4) Op het hoger beroep van [eiseres] bekrachtigde het hof het vonnis van 16 juni 1983, vernietigde het het vonnis van 6 februari 1986 voor wat het bedrag van de veroordeling betrof, en veroordeelde het [eiseres] tot betaling van ƒ 64.109,94 met wettelijke rente. Het hof was met de rechtbank van oordeel dat het hier ging om terbeschikkingstelling c.q. inlening van arbeidskrachten en dat de daartoe strekkende overeenkomst nietig was. Ook het hof achtte de vordering van de curator op grond van onverschuldigde betaling c.q. ongerechtvaardigde verrijking toewijsbaar. Op de vordering van de curator konden volgens het hof de eventueel door [eiseres] ten gevolge van de niet-nakoming van de overeenkomst geleden schade en de door haar terzake van de verboden inlening aan de bedrijfsvereniging verschuldigde werknemersverzekeringspremies niet in mindering worden gebracht. De overwegingen van het hof komen nog nader aan de orde bij de bespreking van het cassatiemiddel.

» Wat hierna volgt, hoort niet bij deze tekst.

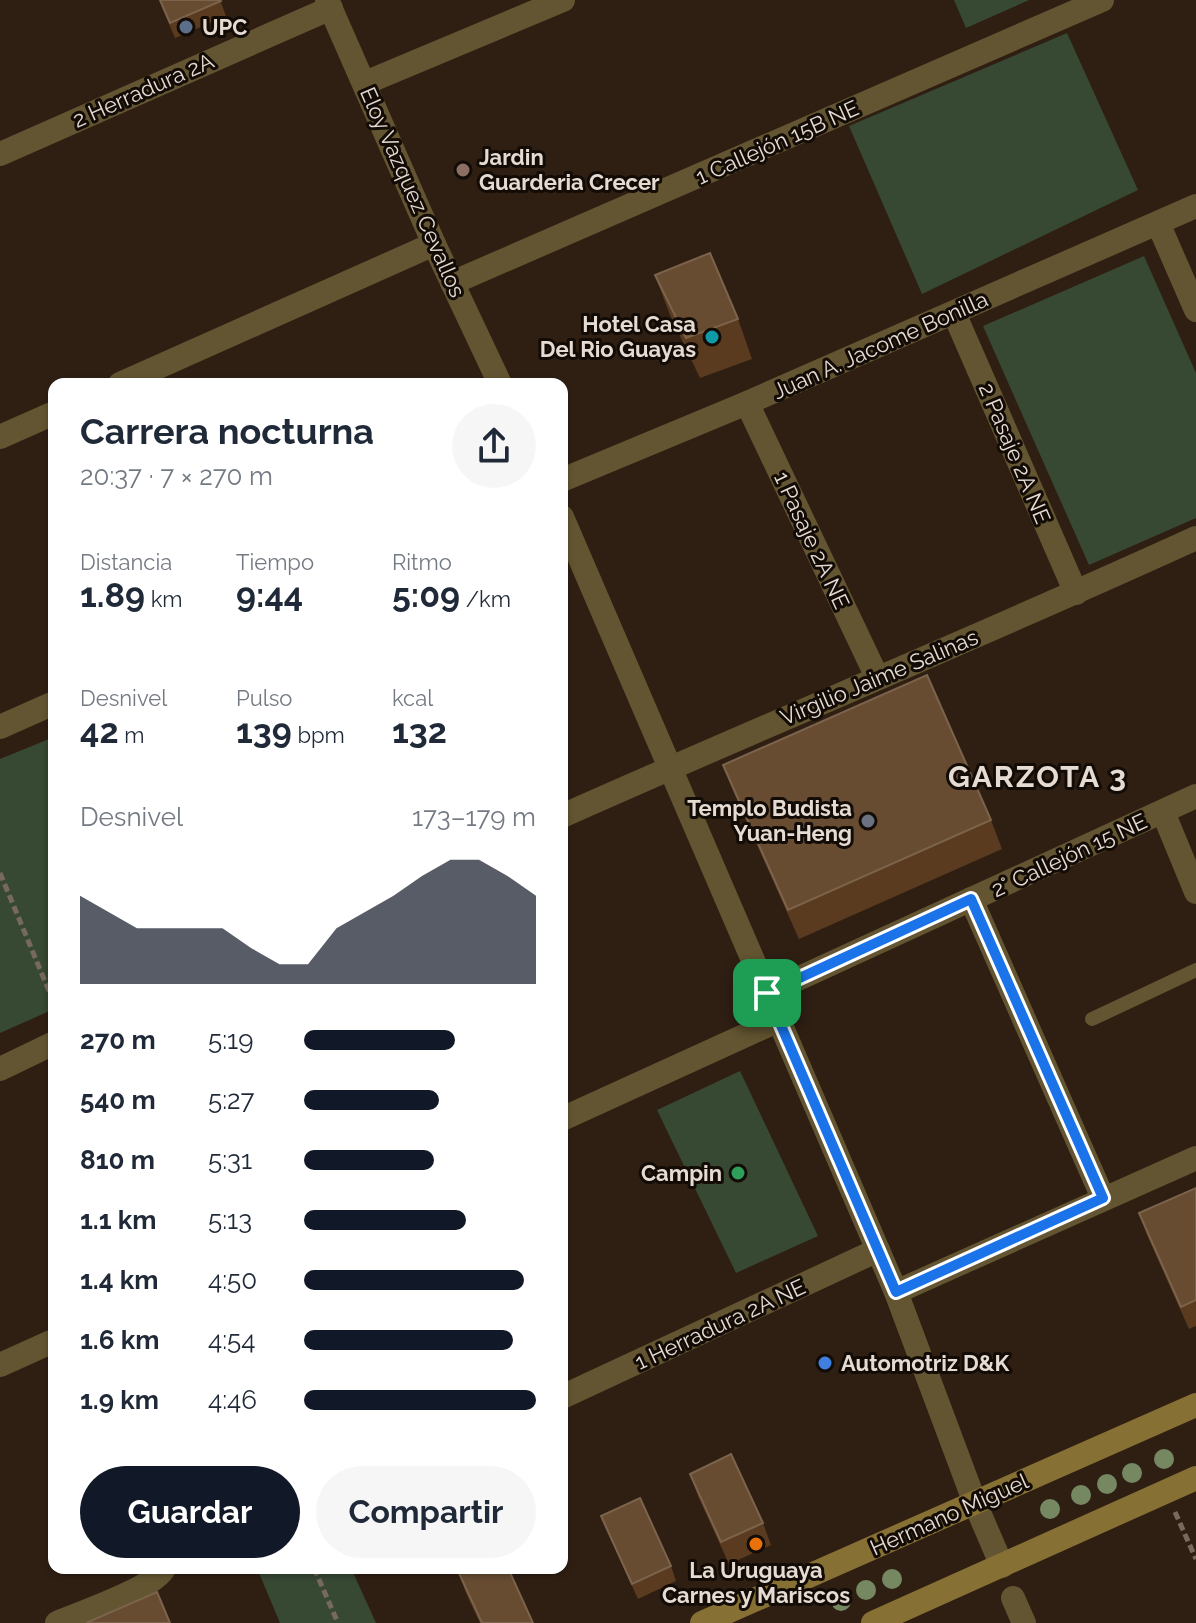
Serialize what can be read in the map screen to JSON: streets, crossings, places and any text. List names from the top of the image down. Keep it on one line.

5) [eiseres] heeft tijdig beroep in cassatie ingesteld. De klachten van het middel zijn te vinden in de onderdelen 2–4. De onderdelen 2 en 4 vallen elk in drie subonderdelen uiteen. Mèt de schriftelijke toelichting op het middel kan beter van een andere volgorde van de klachten worden uitgegaan.
Geen klacht is gericht tegen de kwalificatie door het hof van de overeenkomst als inleenovereenkomst.

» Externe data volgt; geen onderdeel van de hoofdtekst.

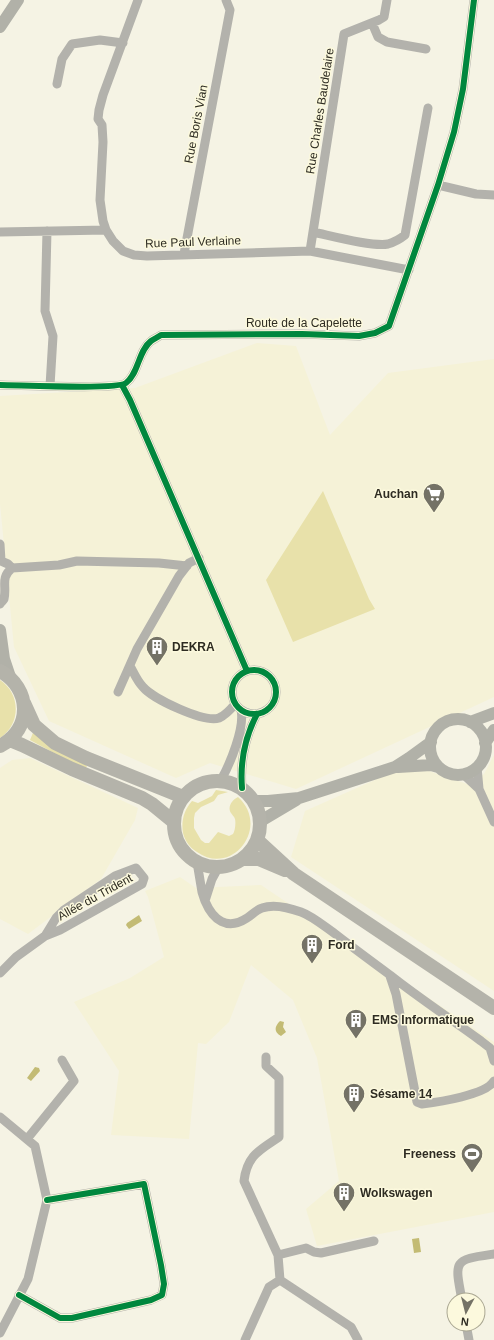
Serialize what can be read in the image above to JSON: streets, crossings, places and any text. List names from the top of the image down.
{
  "streets": {
    "street": [
      "Rue Charles Baudelaire",
      "Rue Boris Vian",
      "Rue Paul Verlaine",
      "Route de la Capelette",
      "Allée du Trident"
    ]
  },
  "crossings": [
    ["Rue Charles Baudelaire", "Rue Paul Verlaine"],
    ["Rue Boris Vian", "Rue Paul Verlaine"],
    ["Rue Paul Verlaine", "Route de la Capelette"]
  ],
  "places": {
    "supermarket": ["Auchan"],
    "building": [
      "DEKRA",
      "Ford",
      "EMS Informatique",
      "Sésame 14",
      "Wolkswagen"
    ],
    "sports": ["Freeness"]
  },
  "north": "bottom"
}
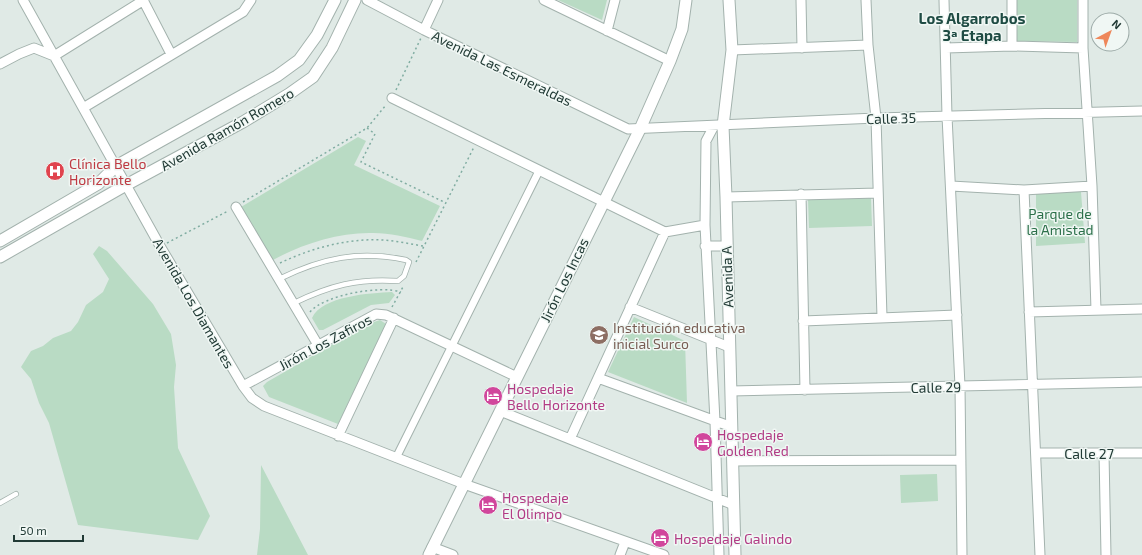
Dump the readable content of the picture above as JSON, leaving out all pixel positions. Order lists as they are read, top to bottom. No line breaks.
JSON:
{"streets":{"street":["Avenida Las Esmeraldas","Calle 35","Avenida Ramón Romero","Avenida A","Jirón Los Incas","Avenida Los Diamantes","Jirón Los Zafiros","Calle 29","Calle 27"]},"crossings":[["Avenida Las Esmeraldas","Calle 35"],["Avenida Las Esmeraldas","Jirón Los Incas"],["Calle 35","Avenida A"],["Calle 35","Jirón Los Incas"],["Avenida Ramón Romero","Avenida Los Diamantes"],["Avenida A","Calle 29"],["Jirón Los Incas","Avenida Los Diamantes"],["Jirón Los Incas","Jirón Los Zafiros"],["Avenida Los Diamantes","Jirón Los Zafiros"]],"districts":["Los Algarrobos 3ª Etapa"],"parks":["Parque de la Amistad"],"places":{"hospital":["Clínica Bello Horizonte"],"school or university":["Institución educativa inicial Surco"],"hotel":["Hospedaje Bello Horizonte","Hospedaje Golden Red","Hospedaje El Olimpo","Hospedaje Galindo"]},"scale_bar":"50 m","north":"top right"}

De klachten betreffen de volgende oordelen van het hof:
1) Het oordeel dat de overeenkomst nietig is wegens verboden strekking (onderdelen 4a en 4c).
2) Het oordeel dat de ter uitvoering van een wegens ongeoorloofde oorzaak nietige overeenkomst verrichte prestaties kunnen worden teruggevorderd op grond van onverschuldigde betaling c.q. ongerechtvaardigde verrijking (onderdelen 2a en 2c).
3) De oordelen die betrekking hebben op de hoogte van de toe te wijzen vordering, te weten
a) dat [eiseres] zijn schadeposten niet op de vordering in mindering mag brengen (onderdelen 2b en 2c).
b) dat [eiseres] evenmin de door hem op grond van art. 16a Coördinatiewet Sociale Verzekering betaalde premies op de vordering in mindering mag brengen (onderdelen 4b en 4c).
4) Het oordeel dat, nu de omvang van de door de niet-nakoming veroorzaakte schade niet vaststaat, [eiseres] zich niet op schuldvergelijking kan beroepen (onderdeel 3).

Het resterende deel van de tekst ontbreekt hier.